Sunday 1 July 2012

1. Reducing transparency

In most cases charities are forced to disclose financial information on the NZ charities register even if they don’t want to.  Transparency is the price they pay for being registered charities with tax exemption benefits and public support.

However the regulator allows charities to withhold information in certain circumstances.  Charities also have the option of filing “grouped” accounts which will minimise transparency while still including their financial totals on the register.

Withheld Information

The reasons why the Charities regulator can withhold information are outlined on this ‘restricting information’ webpage.


One instance where a charity will not have to disclose financial accounts is if disclosure “may unreasonably prejudice the commercial position of the charity…”  That means there may be some significant businesses which have had their financial information withheld from the register on the basis that they are commercially sensitive.

It is not possible to easily identify all of the charities which have had information withheld based on the register search engine.  However, examples can be found using individual charity searches.  

The multinational, Christchurch-based communications business Tait Radio is one example.  This corporation has permission from the regulator to have its business accounts withheld.

As reported in a media article posted on Tait’s own website, in 2011 Tait’s revenue exceeded US$150 million (NZ$187m), of which 95 percent was earned offshore. It appears that most of this revenue was earned by Tait’s registered charities, or overseas subsidiaries of the registered charities, but it has been withheld from the public register.  As can be seen by this one example, withholding financial information will have understated the aggregate totals on the register by a significant amount. 

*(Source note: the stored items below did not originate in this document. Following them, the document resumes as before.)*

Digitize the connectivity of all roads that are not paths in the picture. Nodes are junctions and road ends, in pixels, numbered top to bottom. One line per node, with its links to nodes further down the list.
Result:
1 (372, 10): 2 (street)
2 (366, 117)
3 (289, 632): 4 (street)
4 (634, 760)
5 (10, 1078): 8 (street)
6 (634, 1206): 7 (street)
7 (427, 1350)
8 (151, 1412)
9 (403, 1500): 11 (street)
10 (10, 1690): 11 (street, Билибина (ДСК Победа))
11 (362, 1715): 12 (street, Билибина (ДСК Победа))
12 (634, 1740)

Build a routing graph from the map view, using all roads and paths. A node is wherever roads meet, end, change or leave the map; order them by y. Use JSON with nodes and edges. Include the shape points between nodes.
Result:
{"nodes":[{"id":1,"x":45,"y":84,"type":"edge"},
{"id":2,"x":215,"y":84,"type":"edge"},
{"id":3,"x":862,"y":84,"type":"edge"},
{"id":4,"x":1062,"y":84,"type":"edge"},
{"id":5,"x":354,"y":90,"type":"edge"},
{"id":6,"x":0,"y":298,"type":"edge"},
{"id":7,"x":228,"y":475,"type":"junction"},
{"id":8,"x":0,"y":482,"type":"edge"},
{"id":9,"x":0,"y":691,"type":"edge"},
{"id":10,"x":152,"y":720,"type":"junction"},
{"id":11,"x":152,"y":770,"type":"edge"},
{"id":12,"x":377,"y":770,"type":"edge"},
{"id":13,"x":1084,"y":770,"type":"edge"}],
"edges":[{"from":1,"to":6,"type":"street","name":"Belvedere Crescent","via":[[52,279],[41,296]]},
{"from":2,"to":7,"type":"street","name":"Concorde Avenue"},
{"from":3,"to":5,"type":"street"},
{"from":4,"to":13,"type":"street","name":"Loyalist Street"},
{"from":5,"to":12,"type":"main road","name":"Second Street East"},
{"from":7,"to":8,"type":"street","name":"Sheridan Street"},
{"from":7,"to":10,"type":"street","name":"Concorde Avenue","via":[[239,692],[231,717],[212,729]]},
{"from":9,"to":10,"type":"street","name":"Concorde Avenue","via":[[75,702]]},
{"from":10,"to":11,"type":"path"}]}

Analysis of data on the register can be even more problematic if the regulator allows different approaches from one year to the next.  The Tindall Foundation is an example where its financial data summary has been supplied in 2009 and 2010 but formally withheld in 2011.  The Tindall Foundation's assets were $131m in 2009 and $144m in 2010, so omitting 2011 figures can make trend analysis challenging.

Grouping Accounts

Unlike Tait Radio and the Tindall Fourndation, the Seventh Day Adventist Church does not have formal approval to withhold its accounts.  However it has elected to group all of its entities together and report on total group figures. 

There are two Seventh Day Adventist groups on the Register: Seventh Day Adventist Church in New Zealand 1 and Seventh Day Adventist Church in New Zealand 2.  The 2011 financial accounts show that Group 1 controls assets of $50m as at 30/06/2011 and Group 2 controls assets of $157m as at 31/12/2010.  Total group revenue is approximately $112m.

Sanitarium Health Food Company is mentioned in the notes to the accounts of Group 1.  It is one of a number of legal entities in that group which includes entities that run community development projects in NZ and overseas, retirement villages and hospitals.  No individual financial details are provided for any of these activities. 



Conclusion



In comparing these examples, the public may have no insight into the profits or distribution policy of Sanitarium Health Food Company, but at least we know that its financial information is included in the publicly available data totals.  That is not the case with Tait Radio or the Tindall Foundation (for 2011) where we are in the dark about knowing what assets are and are not used for charitable purposes.

The lesson here?  Beware of taking financial totals from the charities register at face value.  Some of the important information is either hidden in aggregate totals or not provided to the public at all.